O Ministério Público requereu a procedência dos pedidos da ação para:

  1. modificar as cláusulas 6.1, 7.1.4 e 11.3, inserindo no teor das mesmas o fato gerador imissão na posse do consumidor como momento de incidência para suas responsabilidades;
  2. condenar a ré a ressarcir os valores percebidos a título das cláusulas do pedido anterior, em momento anterior à imissão na posse dos consumidores, em dobro, conforme art. 42, parágrafo único, do CDC;
  3. modificar da cláusula 7.14 para que conste como valor indenizatório a título do atraso na entrega do bem o importe de 1% ao mês de atraso, de forma a proporcionar maior efetividade e equilíbrio contratual;
  4. declarar nulas e abusivas de pleno direito as cláusulas 7.1.7 e 7.10, tendo em vista os prejuízos impostos pela diferença de metragem entre o real e o contratado;
  5. condenar a ré a ressarcir os consumidores dos prejuízos decorrentes de metragem inferior à contratada, a ser apurada em liquidação de sentença;
  6.  declarar nulas e abusivas as cláusulas 7.2.1 e 7.3, tendo em vista a exclusão das hipóteses de casos fortuitos e de força maior do prazo de tolerância, além de outras situações não previstas;
  7. declarar nula a cláusula 7.2.2 que prevê tolerância automática de 180 (cento e oitenta) dias;
  8. modificar a alínea “a” da cláusula 8.1, adequando a hipótese de vencimento antecipado da dívida à situação moratória prevista no art. 1º, VI, da Lei 4.864/65;
  9.  declarar nulas e abusivas as alíneas “a”, “b” e “i”, da cláusula 8.3, bem como a cláusula 8.4, ante o repasse de custos da atividade empresarial aos consumidores, devendo sempre a devolução de valores ser realizada imediatamente em parcela única e imediatamente.
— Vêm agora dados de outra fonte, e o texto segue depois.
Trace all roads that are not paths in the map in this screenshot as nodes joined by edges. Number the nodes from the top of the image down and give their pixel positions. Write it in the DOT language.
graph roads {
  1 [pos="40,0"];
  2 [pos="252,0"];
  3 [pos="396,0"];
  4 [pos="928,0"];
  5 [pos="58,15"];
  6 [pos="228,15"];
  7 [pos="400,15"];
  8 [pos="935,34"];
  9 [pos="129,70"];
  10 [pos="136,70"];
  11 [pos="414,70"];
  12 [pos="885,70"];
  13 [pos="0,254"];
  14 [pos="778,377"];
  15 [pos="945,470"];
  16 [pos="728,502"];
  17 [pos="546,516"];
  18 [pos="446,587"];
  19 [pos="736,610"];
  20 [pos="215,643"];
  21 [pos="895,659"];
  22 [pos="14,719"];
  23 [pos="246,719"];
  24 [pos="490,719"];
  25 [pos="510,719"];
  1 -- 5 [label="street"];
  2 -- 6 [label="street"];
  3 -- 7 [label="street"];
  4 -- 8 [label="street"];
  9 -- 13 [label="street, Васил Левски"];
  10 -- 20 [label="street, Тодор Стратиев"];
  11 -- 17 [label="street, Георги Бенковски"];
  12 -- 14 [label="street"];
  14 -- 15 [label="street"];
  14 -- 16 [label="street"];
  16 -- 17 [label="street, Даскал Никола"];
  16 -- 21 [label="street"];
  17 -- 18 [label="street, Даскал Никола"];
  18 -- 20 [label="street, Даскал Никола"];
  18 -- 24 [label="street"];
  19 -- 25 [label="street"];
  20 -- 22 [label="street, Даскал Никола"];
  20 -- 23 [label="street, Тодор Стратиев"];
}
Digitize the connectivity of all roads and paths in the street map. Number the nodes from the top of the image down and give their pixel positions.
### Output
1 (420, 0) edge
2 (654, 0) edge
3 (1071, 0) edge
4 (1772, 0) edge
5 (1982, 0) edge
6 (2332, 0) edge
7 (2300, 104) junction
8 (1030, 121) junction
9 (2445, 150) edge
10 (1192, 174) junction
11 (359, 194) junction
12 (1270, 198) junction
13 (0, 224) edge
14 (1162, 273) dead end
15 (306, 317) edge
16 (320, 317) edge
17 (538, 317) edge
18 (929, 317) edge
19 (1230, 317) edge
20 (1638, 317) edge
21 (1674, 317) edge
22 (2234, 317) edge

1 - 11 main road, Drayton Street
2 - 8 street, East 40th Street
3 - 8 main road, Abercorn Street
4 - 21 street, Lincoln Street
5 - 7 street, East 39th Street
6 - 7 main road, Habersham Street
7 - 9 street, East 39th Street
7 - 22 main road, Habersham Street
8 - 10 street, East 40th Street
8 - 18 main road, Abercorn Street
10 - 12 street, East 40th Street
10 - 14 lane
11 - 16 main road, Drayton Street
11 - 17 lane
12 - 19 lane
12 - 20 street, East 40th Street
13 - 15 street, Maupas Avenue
Ou caso, em pedido sucessivo, modificar a cláusula 8.3 para nela conste como valor de multa penal compensatória, o importe único de 10% sobre o valor efetivamente pago a serem devolvidos em parcela única;
  10. declarar abusiva a obrigação prevista na cláusula 9.4.4, referente aos repasse de custas e honorários advocatícios judiciais ou extrajudiciais aos consumidores; condenar a ré ao ressarcimento dos valores cobrados em dobro pela cláusula 9.4.4;
  11. declarar parte da cláusula 8.6 abusiva, a saber o disposto que impõe “compensação” dos valores referentes às benfeitorias necessárias;
  12. declarar nula e abusiva as cláusulas 14.3 e suas alíneas “a”, “b”, “c”, “d”, “f” e “g”; 
  13. declarar nulas as cláusulas 15.3 e 11.2, 15.4 e 15.12;
  14. determinar à ré que se abstenha (obrigação de não-fazer) de incluir as cláusulas combatidas nos novos contratos, ou cláusulas com teor assemelhado, estendendo os efeitos do julgado a todo o território nacional, nos termos do art. 103, I c/c III do CDC, diante da atuação em âmbito nacional da empresa.